— Exercise —
Taking the lines below one at a time, count those with the string "roads" and give the result alone.

START Data

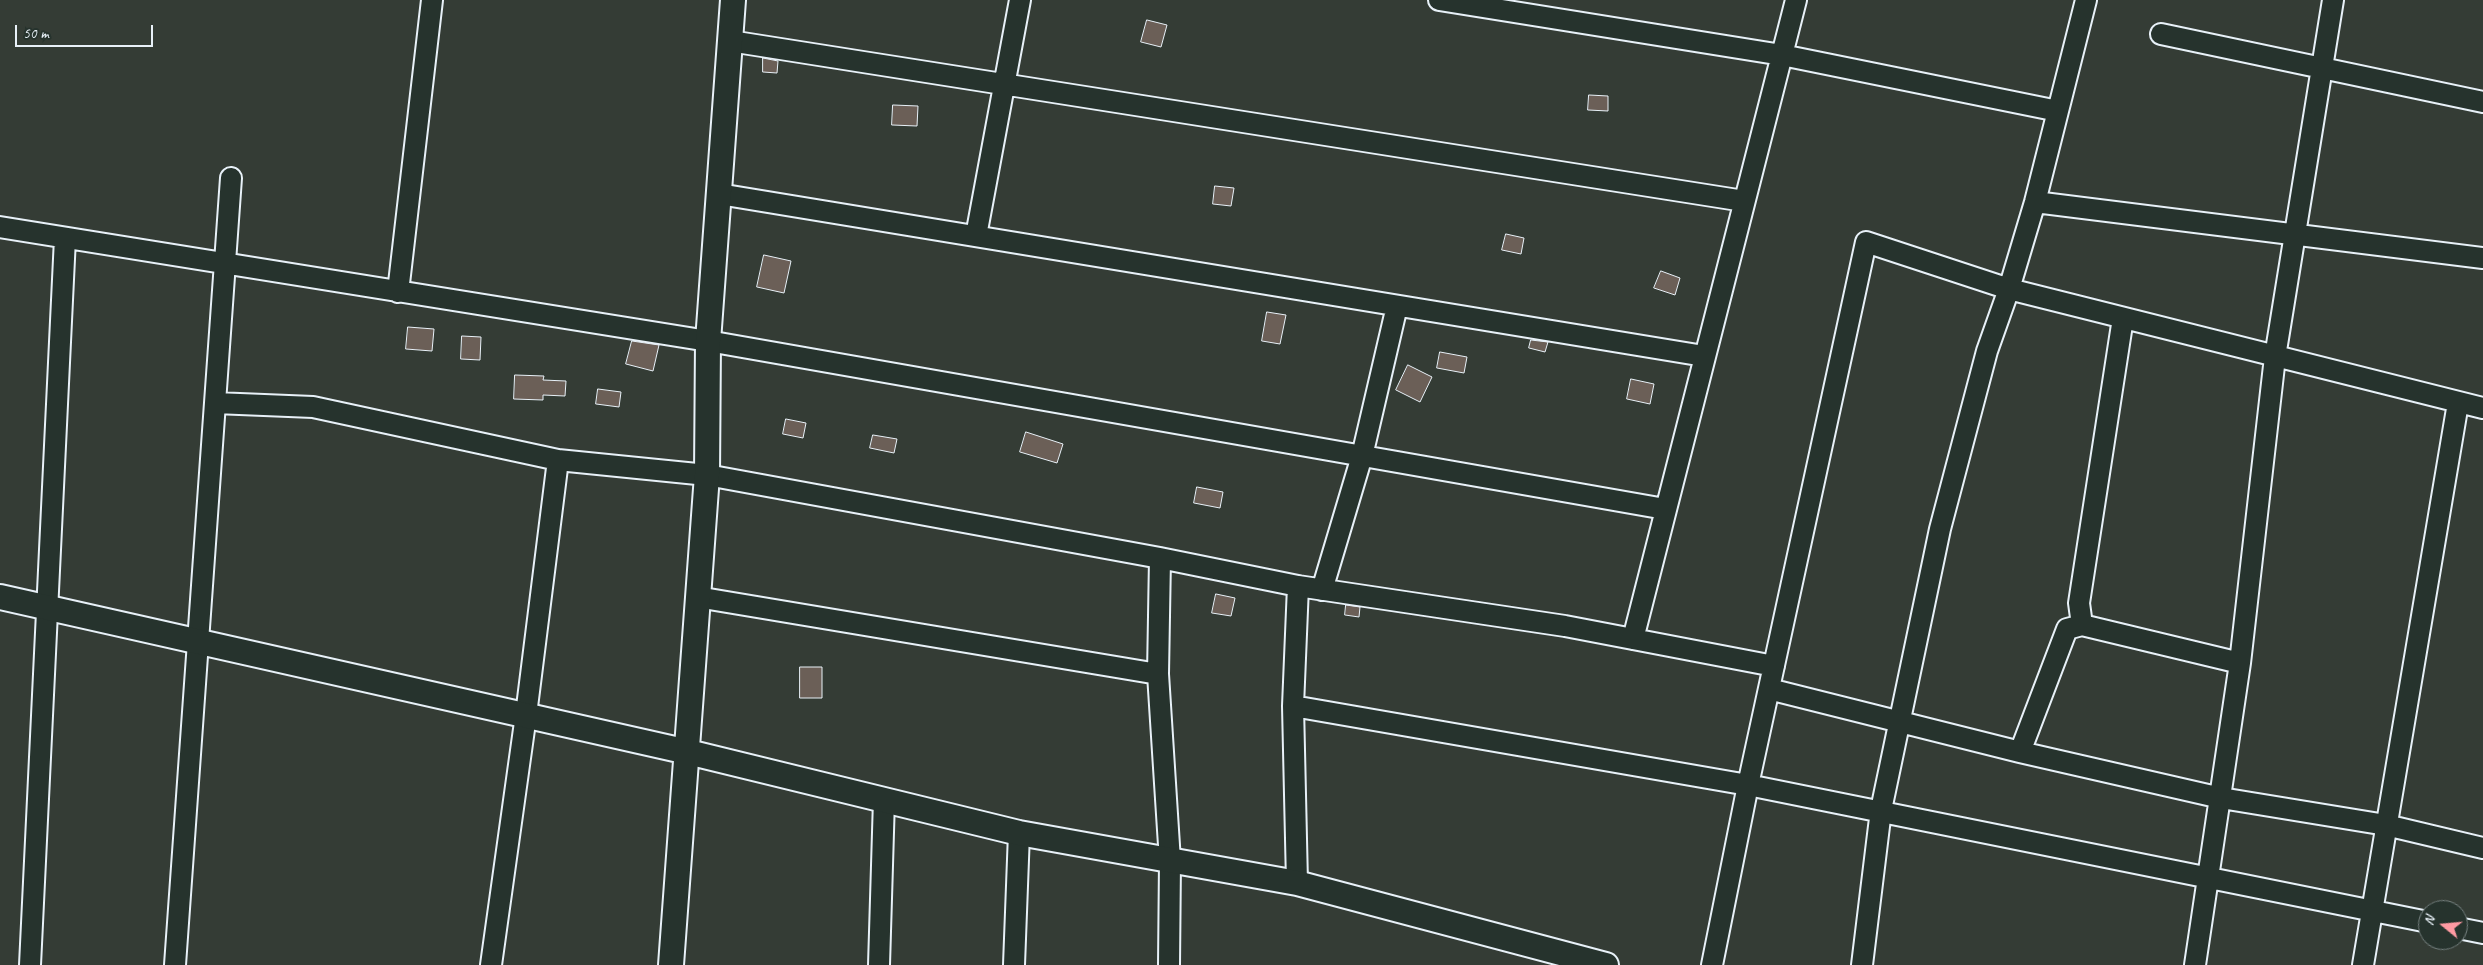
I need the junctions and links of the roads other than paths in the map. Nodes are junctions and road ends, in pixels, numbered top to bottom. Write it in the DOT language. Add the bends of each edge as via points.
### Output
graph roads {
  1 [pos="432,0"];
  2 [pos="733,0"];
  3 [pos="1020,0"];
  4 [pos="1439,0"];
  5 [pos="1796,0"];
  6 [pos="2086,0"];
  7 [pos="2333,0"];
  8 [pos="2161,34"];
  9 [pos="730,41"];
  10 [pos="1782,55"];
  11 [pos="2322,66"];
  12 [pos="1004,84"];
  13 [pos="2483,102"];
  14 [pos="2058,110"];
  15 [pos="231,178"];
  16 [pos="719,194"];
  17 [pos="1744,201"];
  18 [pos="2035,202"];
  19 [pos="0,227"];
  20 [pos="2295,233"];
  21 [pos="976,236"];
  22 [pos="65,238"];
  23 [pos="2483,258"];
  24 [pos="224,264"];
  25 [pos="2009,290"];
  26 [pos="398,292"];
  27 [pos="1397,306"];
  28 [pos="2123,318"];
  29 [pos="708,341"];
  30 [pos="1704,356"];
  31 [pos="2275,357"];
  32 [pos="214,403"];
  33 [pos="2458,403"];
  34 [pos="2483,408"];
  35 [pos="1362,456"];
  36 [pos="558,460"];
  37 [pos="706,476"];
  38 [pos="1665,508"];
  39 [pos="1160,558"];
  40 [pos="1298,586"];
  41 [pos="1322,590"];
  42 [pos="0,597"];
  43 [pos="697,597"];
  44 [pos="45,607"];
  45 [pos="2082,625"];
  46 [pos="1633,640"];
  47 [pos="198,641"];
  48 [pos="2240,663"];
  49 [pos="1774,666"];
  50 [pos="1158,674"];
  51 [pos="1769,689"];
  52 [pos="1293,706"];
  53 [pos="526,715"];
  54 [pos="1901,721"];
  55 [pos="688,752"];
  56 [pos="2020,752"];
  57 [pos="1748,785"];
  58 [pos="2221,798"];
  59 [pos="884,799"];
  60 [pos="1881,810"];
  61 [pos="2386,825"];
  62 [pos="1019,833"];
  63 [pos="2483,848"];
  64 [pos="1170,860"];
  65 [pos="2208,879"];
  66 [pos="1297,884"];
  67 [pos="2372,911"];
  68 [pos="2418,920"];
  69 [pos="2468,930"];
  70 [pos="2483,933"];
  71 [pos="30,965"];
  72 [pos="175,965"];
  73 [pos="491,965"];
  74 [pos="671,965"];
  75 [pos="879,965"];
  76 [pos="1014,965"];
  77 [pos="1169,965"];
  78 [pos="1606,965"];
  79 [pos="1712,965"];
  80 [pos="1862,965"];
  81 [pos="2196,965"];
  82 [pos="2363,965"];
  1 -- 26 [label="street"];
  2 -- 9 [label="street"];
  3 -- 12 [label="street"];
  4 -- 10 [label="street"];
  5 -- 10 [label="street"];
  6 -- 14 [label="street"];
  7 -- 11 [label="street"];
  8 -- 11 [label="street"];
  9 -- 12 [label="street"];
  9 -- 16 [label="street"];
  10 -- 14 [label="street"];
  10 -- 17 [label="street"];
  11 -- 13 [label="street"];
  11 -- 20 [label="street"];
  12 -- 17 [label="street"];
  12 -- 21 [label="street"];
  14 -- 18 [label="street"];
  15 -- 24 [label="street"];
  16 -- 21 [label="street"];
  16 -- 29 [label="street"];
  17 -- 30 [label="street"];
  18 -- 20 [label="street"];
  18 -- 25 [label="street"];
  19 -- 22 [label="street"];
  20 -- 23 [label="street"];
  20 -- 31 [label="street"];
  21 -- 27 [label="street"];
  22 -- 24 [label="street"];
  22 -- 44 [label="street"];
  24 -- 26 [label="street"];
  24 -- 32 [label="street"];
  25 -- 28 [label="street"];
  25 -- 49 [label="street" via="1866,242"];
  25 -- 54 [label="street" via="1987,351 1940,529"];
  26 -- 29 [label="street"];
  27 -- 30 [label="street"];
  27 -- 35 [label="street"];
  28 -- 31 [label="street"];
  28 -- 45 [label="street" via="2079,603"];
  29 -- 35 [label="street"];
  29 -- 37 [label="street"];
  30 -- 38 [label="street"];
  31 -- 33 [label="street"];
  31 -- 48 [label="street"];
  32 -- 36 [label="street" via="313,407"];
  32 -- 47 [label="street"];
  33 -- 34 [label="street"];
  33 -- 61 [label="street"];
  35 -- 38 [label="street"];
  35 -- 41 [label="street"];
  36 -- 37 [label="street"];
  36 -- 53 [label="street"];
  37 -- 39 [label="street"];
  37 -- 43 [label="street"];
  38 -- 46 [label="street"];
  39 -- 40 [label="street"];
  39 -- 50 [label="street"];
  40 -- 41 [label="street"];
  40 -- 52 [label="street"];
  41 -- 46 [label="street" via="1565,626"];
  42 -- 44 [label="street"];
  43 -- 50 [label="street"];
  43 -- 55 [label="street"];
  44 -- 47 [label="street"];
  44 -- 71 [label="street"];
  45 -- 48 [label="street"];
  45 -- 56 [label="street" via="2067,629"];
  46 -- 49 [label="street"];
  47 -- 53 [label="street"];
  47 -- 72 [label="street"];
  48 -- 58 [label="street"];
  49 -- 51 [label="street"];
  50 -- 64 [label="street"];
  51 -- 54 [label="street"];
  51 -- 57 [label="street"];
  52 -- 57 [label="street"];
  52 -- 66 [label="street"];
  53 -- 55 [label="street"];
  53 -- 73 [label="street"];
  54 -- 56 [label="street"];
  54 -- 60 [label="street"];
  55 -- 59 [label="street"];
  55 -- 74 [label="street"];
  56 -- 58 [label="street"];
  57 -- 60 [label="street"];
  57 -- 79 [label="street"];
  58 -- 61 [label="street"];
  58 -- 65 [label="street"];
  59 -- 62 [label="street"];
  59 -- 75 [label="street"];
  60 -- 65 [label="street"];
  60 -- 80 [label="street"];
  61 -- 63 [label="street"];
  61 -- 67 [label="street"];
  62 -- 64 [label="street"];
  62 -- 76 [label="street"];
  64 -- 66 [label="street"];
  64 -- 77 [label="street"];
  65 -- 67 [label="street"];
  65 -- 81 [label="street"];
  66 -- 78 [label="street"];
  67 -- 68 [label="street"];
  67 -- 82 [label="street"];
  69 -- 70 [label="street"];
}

END Data

— Response to this task —
2